▸ **WHAT TO PRODUCE**
A verbatim copy of the listing is needed; pictures are to be left out.

▸ **PROVIDED RECORDS**
########################################

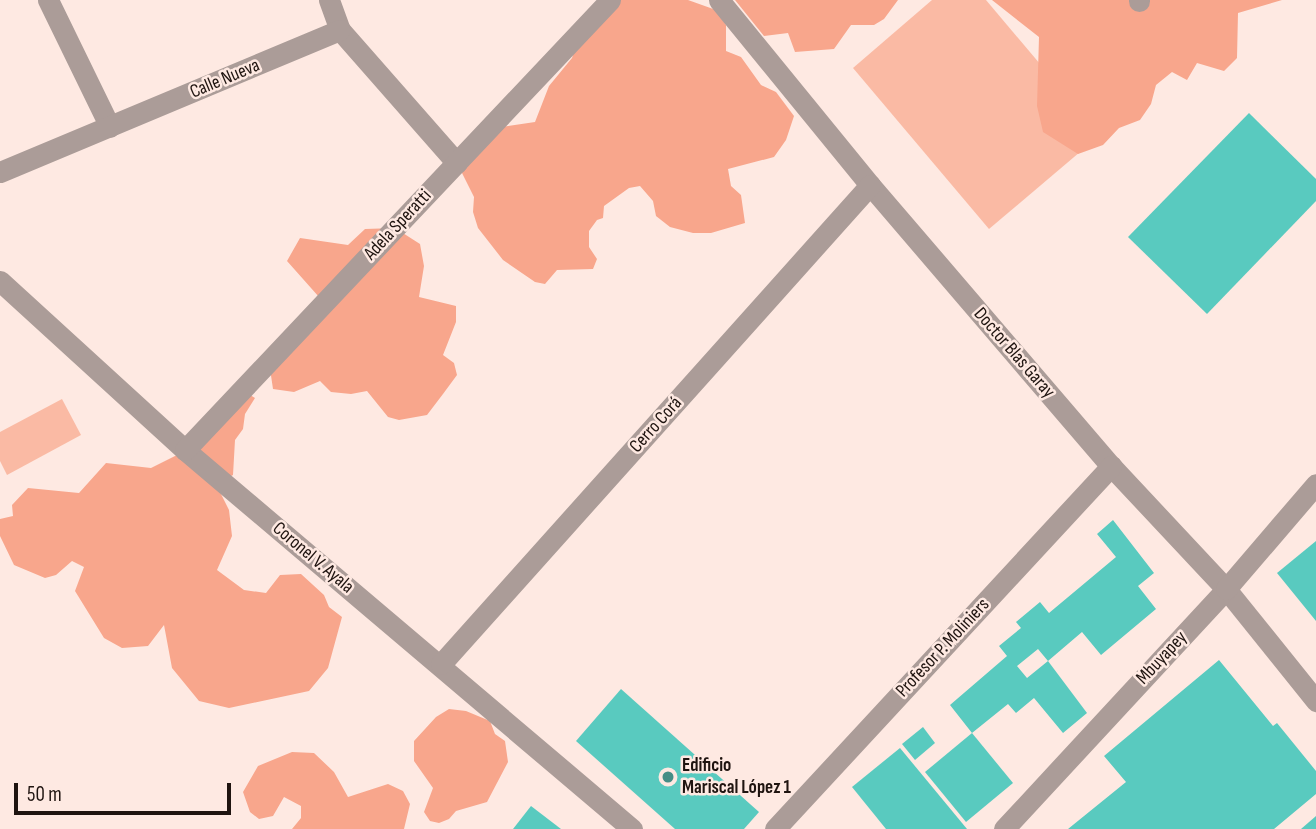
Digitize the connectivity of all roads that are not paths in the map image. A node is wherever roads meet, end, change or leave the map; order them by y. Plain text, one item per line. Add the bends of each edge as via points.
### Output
1 (48, 0) edge
2 (329, 0) edge
3 (610, 0) edge
4 (719, 0) edge
5 (340, 30) junction
6 (110, 127) junction
7 (457, 163) junction
8 (0, 172) edge
9 (870, 185) junction
10 (0, 281) edge
11 (185, 450) junction
12 (1111, 466) junction
13 (1316, 484) edge
14 (1226, 589) junction
15 (441, 664) junction
16 (1316, 701) edge
17 (632, 829) edge
18 (775, 829) edge
19 (1004, 829) edge

1 - 6 street
2 - 5 street
3 - 7 street, Adela Speratti
4 - 9 street, Doctor Blas Garay
5 - 6 street, Calle Nueva
5 - 7 street
6 - 8 street, Calle Nueva
7 - 11 street, Adela Speratti
9 - 12 street, Doctor Blas Garay
9 - 15 street, Cerro Corá
10 - 11 street, Coronel V. Ayala
11 - 15 street, Coronel V. Ayala
12 - 14 street, Doctor Blas Garay
12 - 18 street, Profesor P. Moliniers
13 - 14 street, Mbuyapey
14 - 16 street, Doctor Blas Garay
14 - 19 street, Mbuyapey
15 - 17 street, Coronel V. Ayala

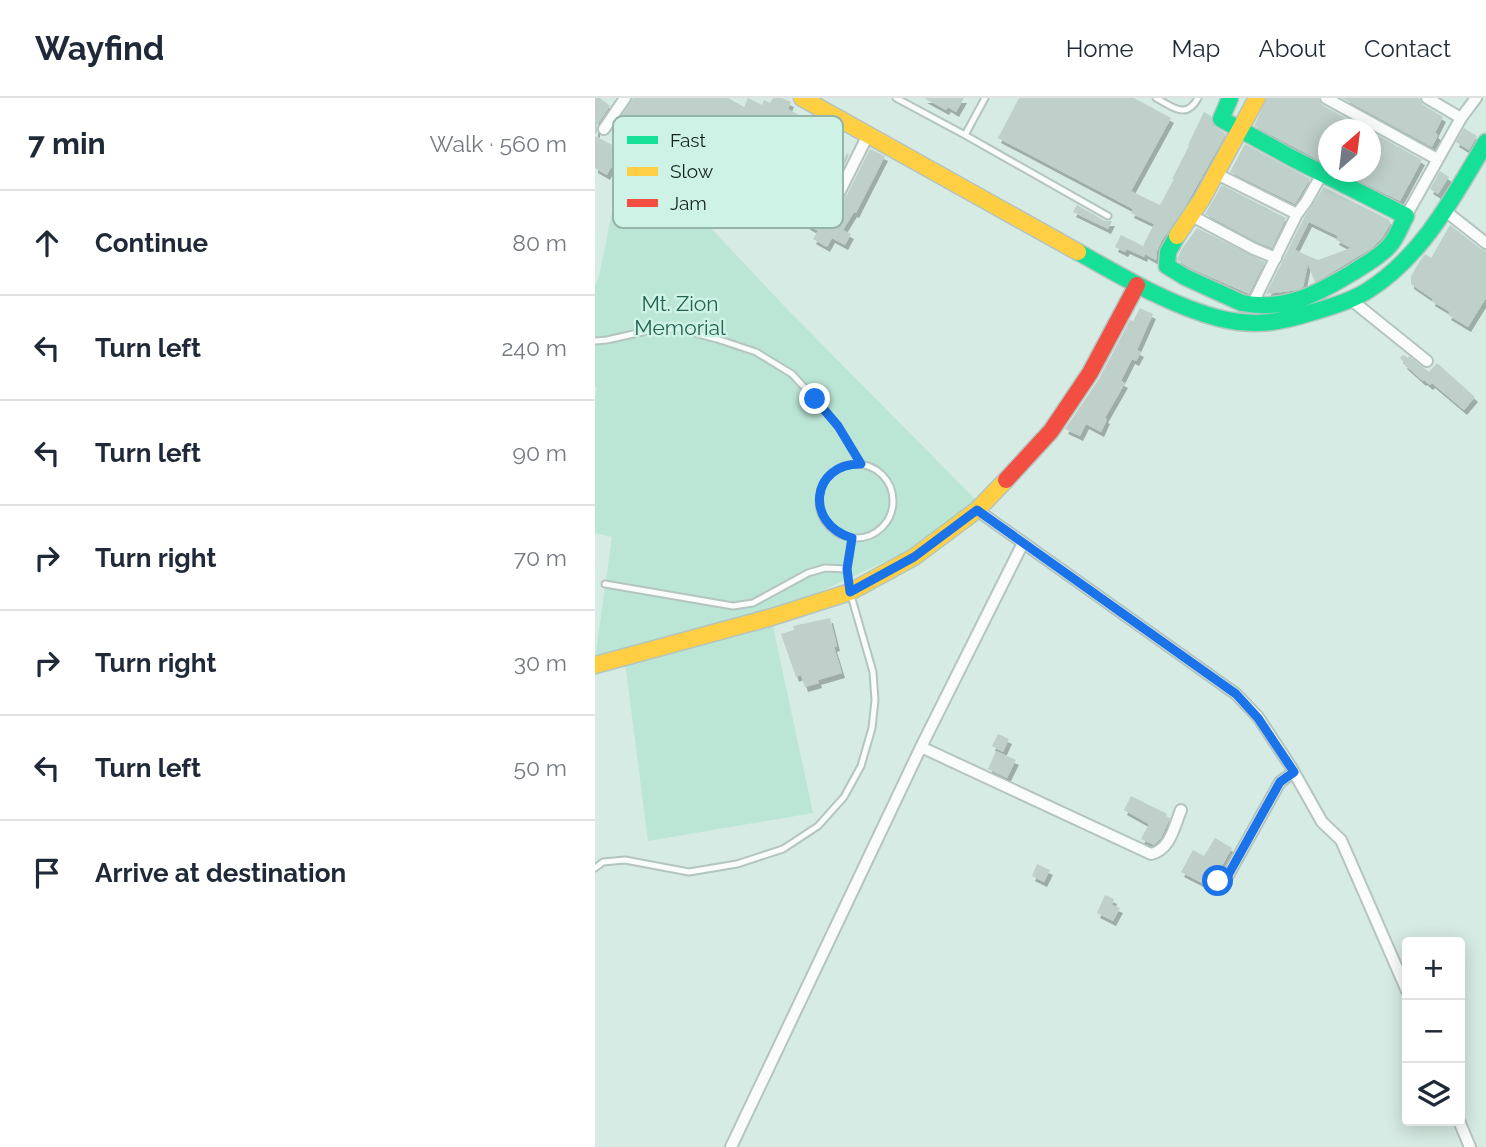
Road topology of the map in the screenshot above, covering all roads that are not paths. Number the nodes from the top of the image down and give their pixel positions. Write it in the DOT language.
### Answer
graph roads {
  1 [pos="625,98"];
  2 [pos="802,98"];
  3 [pos="896,98"];
  4 [pos="985,98"];
  5 [pos="1156,98"];
  6 [pos="1198,98"];
  7 [pos="1230,98"];
  8 [pos="1257,98"];
  9 [pos="1327,98"];
  10 [pos="1427,98"];
  11 [pos="1476,98"];
  12 [pos="834,116"];
  13 [pos="1461,118"];
  14 [pos="843,121"];
  15 [pos="604,129"];
  16 [pos="1240,130"];
  17 [pos="868,135"];
  18 [pos="965,135"];
  19 [pos="1486,142"];
  20 [pos="1437,159"];
  21 [pos="1318,172"];
  22 [pos="1217,174"];
  23 [pos="1318,181"];
  24 [pos="1338,182"];
  25 [pos="843,185"];
  26 [pos="1444,210"];
  27 [pos="1297,214"];
  28 [pos="1108,216"];
  29 [pos="1192,216"];
  30 [pos="1406,216"];
  31 [pos="1486,243"];
  32 [pos="1276,258"];
  33 [pos="1137,285"];
  34 [pos="1350,299"];
  35 [pos="1252,305"];
  36 [pos="595,341"];
  37 [pos="1427,361"];
  38 [pos="861,464"];
  39 [pos="977,510"];
  40 [pos="852,538"];
  41 [pos="1023,543"];
  42 [pos="847,569"];
  43 [pos="605,584"];
  44 [pos="850,592"];
  45 [pos="595,665"];
  46 [pos="921,747"];
  47 [pos="1294,772"];
  48 [pos="1181,810"];
  49 [pos="595,868"];
  50 [pos="1218,881"];
  51 [pos="1402,980"];
  52 [pos="1461,1126"];
  53 [pos="731,1147"];
  54 [pos="1469,1147"];
  1 -- 15 [label="street"];
  2 -- 12 [label="street"];
  3 -- 18 [label="lane"];
  4 -- 18 [label="lane"];
  5 -- 6 [label="lane"];
  7 -- 16 [label="street"];
  8 -- 16 [label="street"];
  9 -- 20 [label="street"];
  10 -- 13 [label="street"];
  11 -- 13 [label="street"];
  13 -- 20 [label="street"];
  14 -- 17 [label="street"];
  16 -- 21 [label="street"];
  16 -- 22 [label="street"];
  17 -- 25 [label="street"];
  17 -- 33 [label="street"];
  18 -- 28 [label="lane"];
  19 -- 26 [label="street"];
  20 -- 30 [label="street"];
  22 -- 27 [label="street"];
  22 -- 29 [label="street"];
  23 -- 27 [label="street"];
  24 -- 30 [label="street"];
  26 -- 31 [label="street"];
  26 -- 34 [label="street"];
  27 -- 32 [label="street"];
  29 -- 32 [label="street"];
  29 -- 35 [label="street"];
  30 -- 35 [label="street"];
  32 -- 35 [label="street"];
  33 -- 34 [label="street"];
  33 -- 39 [label="street"];
  34 -- 37 [label="street"];
  36 -- 38 [label="lane"];
  38 -- 40 [label="lane"];
  38 -- 40 [label="lane"];
  39 -- 41 [label="street"];
  39 -- 44 [label="street"];
  40 -- 42 [label="lane"];
  41 -- 46 [label="street"];
  41 -- 47 [label="street"];
  42 -- 43 [label="lane"];
  42 -- 44 [label="lane"];
  44 -- 45 [label="street"];
  44 -- 49 [label="lane"];
  46 -- 48 [label="street"];
  46 -- 53 [label="street"];
  47 -- 50 [label="street"];
  47 -- 51 [label="street"];
  52 -- 54 [label="street"];
}
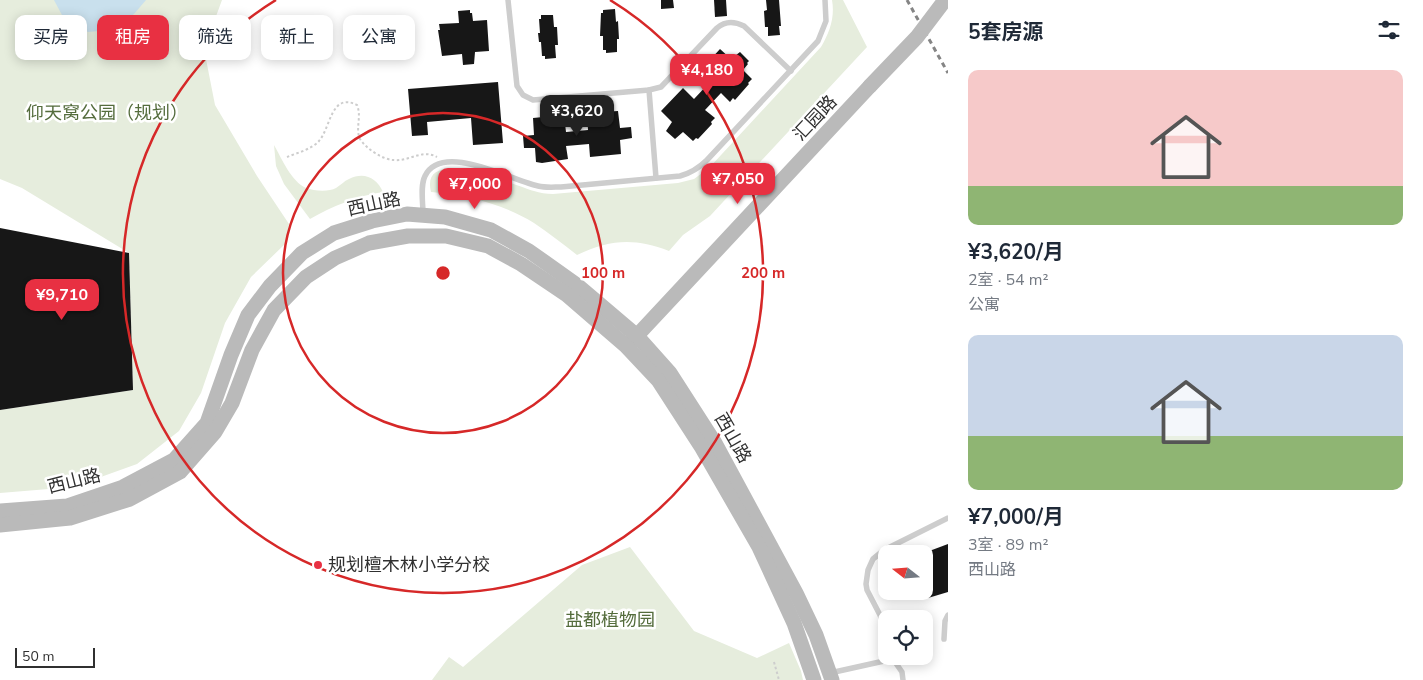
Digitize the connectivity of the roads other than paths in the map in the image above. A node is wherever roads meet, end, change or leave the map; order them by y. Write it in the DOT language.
graph roads {
  1 [pos="508,0"];
  2 [pos="825,0"];
  3 [pos="945,0"];
  4 [pos="791,71"];
  5 [pos="649,90"];
  6 [pos="656,178"];
  7 [pos="423,216"];
  8 [pos="632,341"];
  9 [pos="0,511"];
  10 [pos="948,518"];
  11 [pos="0,525"];
  12 [pos="878,611"];
  13 [pos="948,615"];
  14 [pos="944,639"];
  15 [pos="878,662"];
  16 [pos="898,665"];
  17 [pos="831,676"];
  18 [pos="814,680"];
  19 [pos="903,680"];
  1 -- 5 [label="lane"];
  2 -- 4 [label="lane"];
  3 -- 8 [label="main road, 汇园路, bridge"];
  4 -- 5 [label="lane"];
  4 -- 6 [label="lane"];
  5 -- 6 [label="lane"];
  6 -- 7 [label="lane"];
  7 -- 8 [label="main road, 西山路"];
  7 -- 9 [label="main road, 西山路"];
  8 -- 11 [label="main road, 西山路"];
  8 -- 17 [label="main road, 西山路"];
  8 -- 18 [label="main road, 西山路"];
  10 -- 12 [label="lane"];
  13 -- 14 [label="lane"];
  15 -- 17 [label="lane"];
  16 -- 19 [label="lane"];
}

########################################

▸ **OUTPUT OF THE EXERCISE**
Digitize the connectivity of all roads that are not paths in the map image. A node is wherever roads meet, end, change or leave the map; order them by y. Plain text, one item per line. Add the bends of each edge as via points.
### Output
1 (48, 0) edge
2 (329, 0) edge
3 (610, 0) edge
4 (719, 0) edge
5 (340, 30) junction
6 (110, 127) junction
7 (457, 163) junction
8 (0, 172) edge
9 (870, 185) junction
10 (0, 281) edge
11 (185, 450) junction
12 (1111, 466) junction
13 (1316, 484) edge
14 (1226, 589) junction
15 (441, 664) junction
16 (1316, 701) edge
17 (632, 829) edge
18 (775, 829) edge
19 (1004, 829) edge

1 - 6 street
2 - 5 street
3 - 7 street, Adela Speratti
4 - 9 street, Doctor Blas Garay
5 - 6 street, Calle Nueva
5 - 7 street
6 - 8 street, Calle Nueva
7 - 11 street, Adela Speratti
9 - 12 street, Doctor Blas Garay
9 - 15 street, Cerro Corá
10 - 11 street, Coronel V. Ayala
11 - 15 street, Coronel V. Ayala
12 - 14 street, Doctor Blas Garay
12 - 18 street, Profesor P. Moliniers
13 - 14 street, Mbuyapey
14 - 16 street, Doctor Blas Garay
14 - 19 street, Mbuyapey
15 - 17 street, Coronel V. Ayala

Road topology of the map in the screenshot above, covering all roads that are not paths. Number the nodes from the top of the image down and give their pixel positions. Write it in the DOT language.
### Answer
graph roads {
  1 [pos="625,98"];
  2 [pos="802,98"];
  3 [pos="896,98"];
  4 [pos="985,98"];
  5 [pos="1156,98"];
  6 [pos="1198,98"];
  7 [pos="1230,98"];
  8 [pos="1257,98"];
  9 [pos="1327,98"];
  10 [pos="1427,98"];
  11 [pos="1476,98"];
  12 [pos="834,116"];
  13 [pos="1461,118"];
  14 [pos="843,121"];
  15 [pos="604,129"];
  16 [pos="1240,130"];
  17 [pos="868,135"];
  18 [pos="965,135"];
  19 [pos="1486,142"];
  20 [pos="1437,159"];
  21 [pos="1318,172"];
  22 [pos="1217,174"];
  23 [pos="1318,181"];
  24 [pos="1338,182"];
  25 [pos="843,185"];
  26 [pos="1444,210"];
  27 [pos="1297,214"];
  28 [pos="1108,216"];
  29 [pos="1192,216"];
  30 [pos="1406,216"];
  31 [pos="1486,243"];
  32 [pos="1276,258"];
  33 [pos="1137,285"];
  34 [pos="1350,299"];
  35 [pos="1252,305"];
  36 [pos="595,341"];
  37 [pos="1427,361"];
  38 [pos="861,464"];
  39 [pos="977,510"];
  40 [pos="852,538"];
  41 [pos="1023,543"];
  42 [pos="847,569"];
  43 [pos="605,584"];
  44 [pos="850,592"];
  45 [pos="595,665"];
  46 [pos="921,747"];
  47 [pos="1294,772"];
  48 [pos="1181,810"];
  49 [pos="595,868"];
  50 [pos="1218,881"];
  51 [pos="1402,980"];
  52 [pos="1461,1126"];
  53 [pos="731,1147"];
  54 [pos="1469,1147"];
  1 -- 15 [label="street"];
  2 -- 12 [label="street"];
  3 -- 18 [label="lane"];
  4 -- 18 [label="lane"];
  5 -- 6 [label="lane"];
  7 -- 16 [label="street"];
  8 -- 16 [label="street"];
  9 -- 20 [label="street"];
  10 -- 13 [label="street"];
  11 -- 13 [label="street"];
  13 -- 20 [label="street"];
  14 -- 17 [label="street"];
  16 -- 21 [label="street"];
  16 -- 22 [label="street"];
  17 -- 25 [label="street"];
  17 -- 33 [label="street"];
  18 -- 28 [label="lane"];
  19 -- 26 [label="street"];
  20 -- 30 [label="street"];
  22 -- 27 [label="street"];
  22 -- 29 [label="street"];
  23 -- 27 [label="street"];
  24 -- 30 [label="street"];
  26 -- 31 [label="street"];
  26 -- 34 [label="street"];
  27 -- 32 [label="street"];
  29 -- 32 [label="street"];
  29 -- 35 [label="street"];
  30 -- 35 [label="street"];
  32 -- 35 [label="street"];
  33 -- 34 [label="street"];
  33 -- 39 [label="street"];
  34 -- 37 [label="street"];
  36 -- 38 [label="lane"];
  38 -- 40 [label="lane"];
  38 -- 40 [label="lane"];
  39 -- 41 [label="street"];
  39 -- 44 [label="street"];
  40 -- 42 [label="lane"];
  41 -- 46 [label="street"];
  41 -- 47 [label="street"];
  42 -- 43 [label="lane"];
  42 -- 44 [label="lane"];
  44 -- 45 [label="street"];
  44 -- 49 [label="lane"];
  46 -- 48 [label="street"];
  46 -- 53 [label="street"];
  47 -- 50 [label="street"];
  47 -- 51 [label="street"];
  52 -- 54 [label="street"];
}
Digitize the connectivity of the roads other than paths in the map in the image above. A node is wherever roads meet, end, change or leave the map; order them by y. Write it in the DOT language.
graph roads {
  1 [pos="508,0"];
  2 [pos="825,0"];
  3 [pos="945,0"];
  4 [pos="791,71"];
  5 [pos="649,90"];
  6 [pos="656,178"];
  7 [pos="423,216"];
  8 [pos="632,341"];
  9 [pos="0,511"];
  10 [pos="948,518"];
  11 [pos="0,525"];
  12 [pos="878,611"];
  13 [pos="948,615"];
  14 [pos="944,639"];
  15 [pos="878,662"];
  16 [pos="898,665"];
  17 [pos="831,676"];
  18 [pos="814,680"];
  19 [pos="903,680"];
  1 -- 5 [label="lane"];
  2 -- 4 [label="lane"];
  3 -- 8 [label="main road, 汇园路, bridge"];
  4 -- 5 [label="lane"];
  4 -- 6 [label="lane"];
  5 -- 6 [label="lane"];
  6 -- 7 [label="lane"];
  7 -- 8 [label="main road, 西山路"];
  7 -- 9 [label="main road, 西山路"];
  8 -- 11 [label="main road, 西山路"];
  8 -- 17 [label="main road, 西山路"];
  8 -- 18 [label="main road, 西山路"];
  10 -- 12 [label="lane"];
  13 -- 14 [label="lane"];
  15 -- 17 [label="lane"];
  16 -- 19 [label="lane"];
}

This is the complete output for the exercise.